Amid their neverending series of hat-tips to past masters, Forzani and Cattet have crafted a unique type of siege picture. The filmmakers never stay in one place for very long, giving Let the Corpses Tan a feeling of non-stop escalation that will keep invested viewers riveted, even when they have no clue what’s going on. It’s wholly cinematic, but the editorial decisions create and effect that’s not unklike cycling through security camera footage from different rooms of a house. In the film’s best sequence, Forzani and Cattet keep resetting their film’s constantly running and ticking clock to show a pivotal moment from the perspective of every major character while they were all off in different places while it happens. Once the film really gets going just before the halfway point, nothing good is happening for all parties involved and the switch back and forth between different characters has an admittedly electrifying effect that’s easy to get caught up in.

Some of it might be a bit too cute for its own good.

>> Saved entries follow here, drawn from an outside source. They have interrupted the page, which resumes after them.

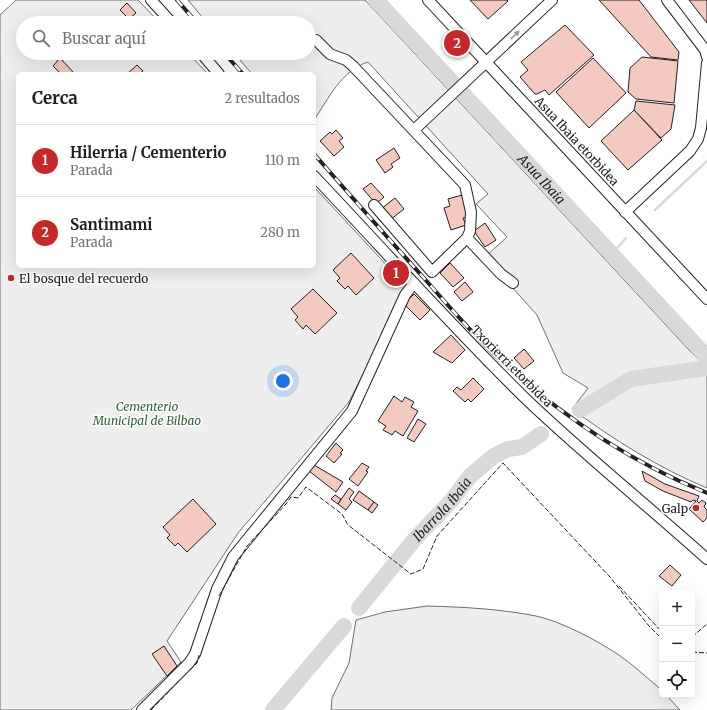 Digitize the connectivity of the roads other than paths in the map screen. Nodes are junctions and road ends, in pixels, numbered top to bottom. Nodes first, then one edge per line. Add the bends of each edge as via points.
1 (151, 0) edge
2 (428, 0) edge
3 (552, 0) edge
4 (668, 0) edge
5 (166, 16) edge
6 (316, 40) dead end
7 (707, 57) edge
8 (207, 60) edge
9 (486, 62) junction
10 (707, 63) edge
11 (218, 72) edge
12 (414, 130) junction
13 (316, 178) edge
14 (374, 205) dead end
15 (625, 212) junction
16 (467, 238) junction
17 (414, 283) junction
18 (513, 283) dead end
19 (707, 298) edge
20 (707, 559) edge
21 (142, 710) edge

1 - 5 street
2 - 9 street, Asua Ibaia etorbidea
9 -> 3 street
4 - 7 street via 705,50
6 - 12 street via 330,54 346,60 353,66
8 - 11 street
9 - 12 street
9 - 15 street, Asua Ibaia etorbidea
10 - 15 street via 698,139 690,151
12 - 16 street via 465,185 471,212
13 - 17 street, Txorierri etorbidea
14 - 16 street via 432,272
15 - 19 street, Asua Ibaia etorbidea
16 - 18 street
17 - 20 street, Txorierri etorbidea via 554,425
17 - 21 street via 405,295 352,411 233,557 217,589 195,654 189,664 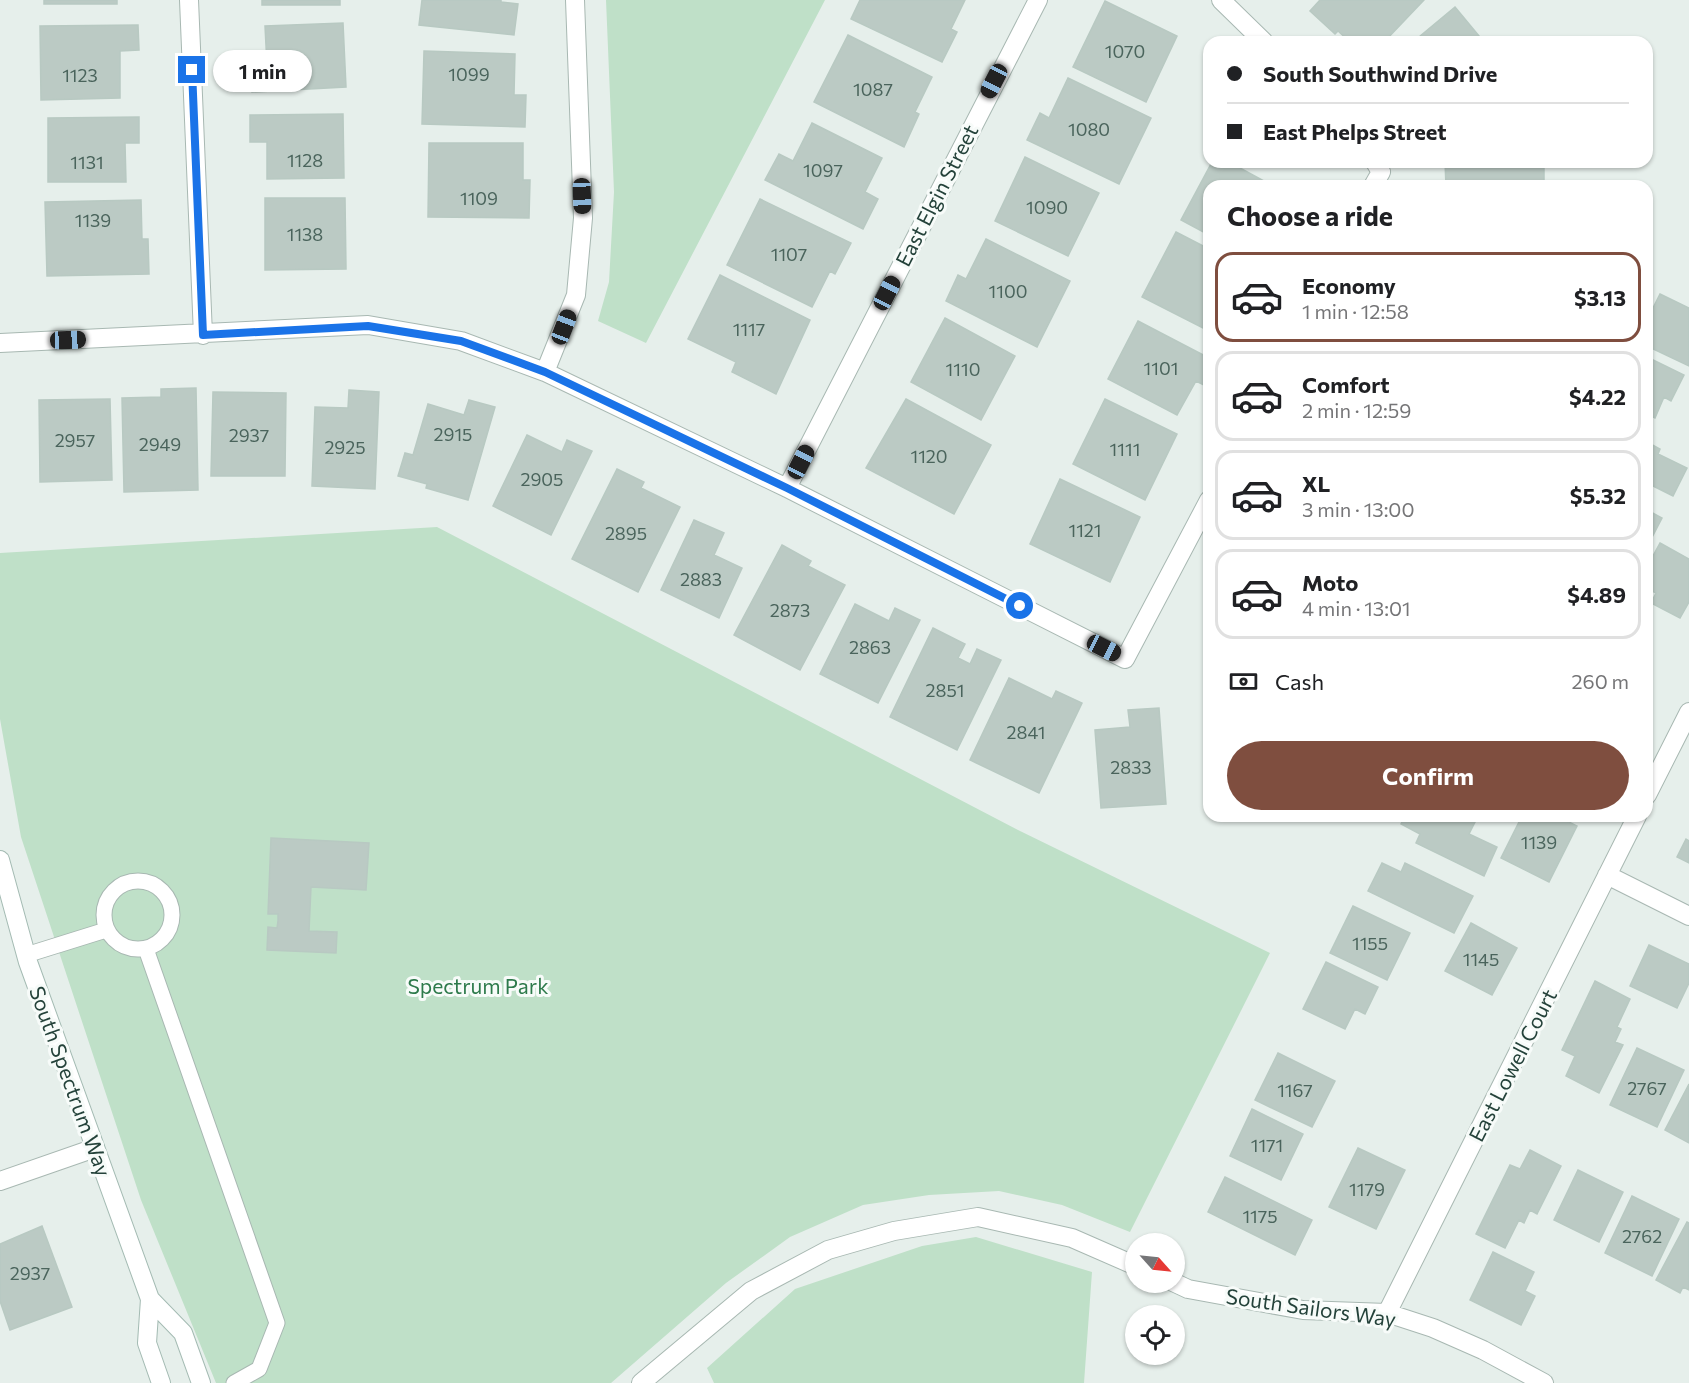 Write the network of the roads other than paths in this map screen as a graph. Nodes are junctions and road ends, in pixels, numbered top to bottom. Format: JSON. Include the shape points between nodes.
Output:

There’s a nifty shot of a swaying hammock and numerous nods to gold body painting, neither of which add anything and feel somewhat tacky in terms of the film on the whole. Every sound effect (chewing, the tearing of meat, cigarette lighters that sound like forest fires) have been amplified to within an inch of their lives, giving of a silly vibe instead of a serious one. Even the nighttime sequences have bright and eye searing colour to remind the viewer rather unsubtly that things are heating up.

But thankfully that adherence to artistic indulgence and excess never grows tiresome, and Let the Corpses Tan keeps barrelling forward like a boulder down a mountain. It’s the type of work that’s always in danger of wearing out its welcome, and thankfully Cattet and Fonzi know exactly when to cut it all off. The story won’t be particularly memorable, but many of the film’s vivid images will linger for quite some time. Ultimately, that’s the whole point of something like Let the Corpses Tan. You can either take it or leave it.

Let the Corpses Tan opens at TIFF Bell Lightbox in Toronto on Friday, October 5, 2018.